Following the release of Fable 5, several cybersecurity professionals claimed the model’s guardrails were actually too conservative to make it useful for those in the industry. Valentina “Chompie” Palmiotti, the head of X-Force Offensive Research at IBM, said on X that the model “rejects any request that could be tangentially cyber related. Even innocuous tasks like reading a blog post.” Another cybersecurity veteran noted the model “seems to be keyword based, so anything in the lexical field of ‘cybersecurity’ triggers the guardrails.”
The reports that Fable 5 was still jailbroken seemed not to necessarily hinge on a failure of word-based guardrails, but rather simply asking the model to fix code and script tests for patches on a code with built-in vulnerabilities.
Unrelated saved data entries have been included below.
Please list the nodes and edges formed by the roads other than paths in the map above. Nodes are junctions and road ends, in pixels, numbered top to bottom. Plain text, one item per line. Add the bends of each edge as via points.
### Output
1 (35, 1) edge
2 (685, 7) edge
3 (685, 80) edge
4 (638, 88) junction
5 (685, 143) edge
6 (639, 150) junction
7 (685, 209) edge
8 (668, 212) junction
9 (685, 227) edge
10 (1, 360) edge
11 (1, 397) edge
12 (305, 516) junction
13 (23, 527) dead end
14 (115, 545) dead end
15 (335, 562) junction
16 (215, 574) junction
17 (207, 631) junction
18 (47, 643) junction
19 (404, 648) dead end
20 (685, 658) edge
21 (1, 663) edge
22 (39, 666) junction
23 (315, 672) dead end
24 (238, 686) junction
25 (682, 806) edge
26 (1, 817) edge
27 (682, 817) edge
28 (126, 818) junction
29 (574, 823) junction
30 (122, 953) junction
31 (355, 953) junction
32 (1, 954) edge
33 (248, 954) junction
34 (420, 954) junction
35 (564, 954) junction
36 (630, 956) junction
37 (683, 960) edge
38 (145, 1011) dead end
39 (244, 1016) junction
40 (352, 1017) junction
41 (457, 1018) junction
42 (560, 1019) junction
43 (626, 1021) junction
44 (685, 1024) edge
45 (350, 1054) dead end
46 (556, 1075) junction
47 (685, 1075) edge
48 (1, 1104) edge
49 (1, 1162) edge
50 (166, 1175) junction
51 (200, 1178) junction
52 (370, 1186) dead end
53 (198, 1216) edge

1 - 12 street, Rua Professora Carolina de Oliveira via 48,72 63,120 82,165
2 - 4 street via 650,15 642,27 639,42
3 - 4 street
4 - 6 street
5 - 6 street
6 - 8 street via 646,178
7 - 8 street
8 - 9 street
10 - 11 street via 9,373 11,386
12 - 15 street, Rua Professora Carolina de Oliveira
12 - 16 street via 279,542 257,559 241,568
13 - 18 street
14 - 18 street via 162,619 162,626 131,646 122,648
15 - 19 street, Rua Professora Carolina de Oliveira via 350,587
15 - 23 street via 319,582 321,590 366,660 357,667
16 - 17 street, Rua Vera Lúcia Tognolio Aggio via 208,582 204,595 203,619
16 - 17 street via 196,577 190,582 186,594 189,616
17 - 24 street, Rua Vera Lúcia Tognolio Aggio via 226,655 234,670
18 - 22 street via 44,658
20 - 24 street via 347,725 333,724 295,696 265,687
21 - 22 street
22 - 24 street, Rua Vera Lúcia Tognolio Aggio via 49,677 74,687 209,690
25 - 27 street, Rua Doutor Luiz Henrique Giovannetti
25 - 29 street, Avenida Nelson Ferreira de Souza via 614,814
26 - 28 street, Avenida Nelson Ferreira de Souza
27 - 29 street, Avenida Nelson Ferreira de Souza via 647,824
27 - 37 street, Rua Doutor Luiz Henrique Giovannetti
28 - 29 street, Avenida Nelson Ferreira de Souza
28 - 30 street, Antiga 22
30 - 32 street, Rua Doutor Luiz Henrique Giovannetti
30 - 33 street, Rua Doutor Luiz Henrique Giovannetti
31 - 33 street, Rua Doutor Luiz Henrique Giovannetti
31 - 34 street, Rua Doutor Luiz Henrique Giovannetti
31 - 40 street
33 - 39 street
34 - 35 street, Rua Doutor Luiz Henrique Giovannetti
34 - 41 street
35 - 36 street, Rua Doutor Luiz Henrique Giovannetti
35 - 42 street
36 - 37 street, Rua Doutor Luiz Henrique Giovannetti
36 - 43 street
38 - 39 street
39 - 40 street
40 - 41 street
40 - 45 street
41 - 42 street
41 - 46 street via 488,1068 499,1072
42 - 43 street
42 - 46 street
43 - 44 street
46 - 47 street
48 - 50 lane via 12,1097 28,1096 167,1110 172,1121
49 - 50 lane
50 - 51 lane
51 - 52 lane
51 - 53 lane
One cybersecurity expert, Katie Moussouris, the only outsider who saw the government report on the Fable 5 bypasses, did not qualify the method as a jailbreak: “Defenders need to be able to ask AI to fix the bugs in a file, explain why the fix matters, and write tests that confirm the patch works. That is not a guardrail bypass. It is the most valuable thing an AI model can do for defensive security: executing the find, fix, and test loop defenders run every day.”
Since the June 12th decision from the government, more have come out echoing Moussouris’ feelings on the ban that she called “misguided” and “heavy-handed and hasty”. Several cyber leaders have banded together to oppose the directive, with over 160 CEOs, researchers and security officers signing a letter, addressing the new risks that came with the ban: “The Chinese open-weight models are only months behind the best American models, and those are the models we know about. It seems likely that the PRC government has access to private capabilities beyond what has been published. To pull the best capabilities away from defenders without a good reason when our adversaries are rapidly advancing is dangerous.”
Anthropic has made its stance on the directive clear, saying “we believe the government should have the ability to block unsafe deployments, as part of a statutory process that is transparent, fair, clear, and grounded in technical facts. This action does not adhere to those principles.” They aren’t the only ones who have found the government’s actions suspicious, considering the fallout after Anthropic’s fight with Hegseth. Democratic Senator Mark Warner spoke with Cyberscoop about the situation: “This administration has repeatedly shown a willingness to weaken export controls designed to protect our national security and maintain our technological edge over adversaries, while also making no secret of its hostility toward Anthropic. That raises serious questions about whether this effort is being driven by objective national security concerns or something else.”
Whether politically-motivated or security-guided, the directive will be a milestone for the US as it continues to compete in the global AI arms race.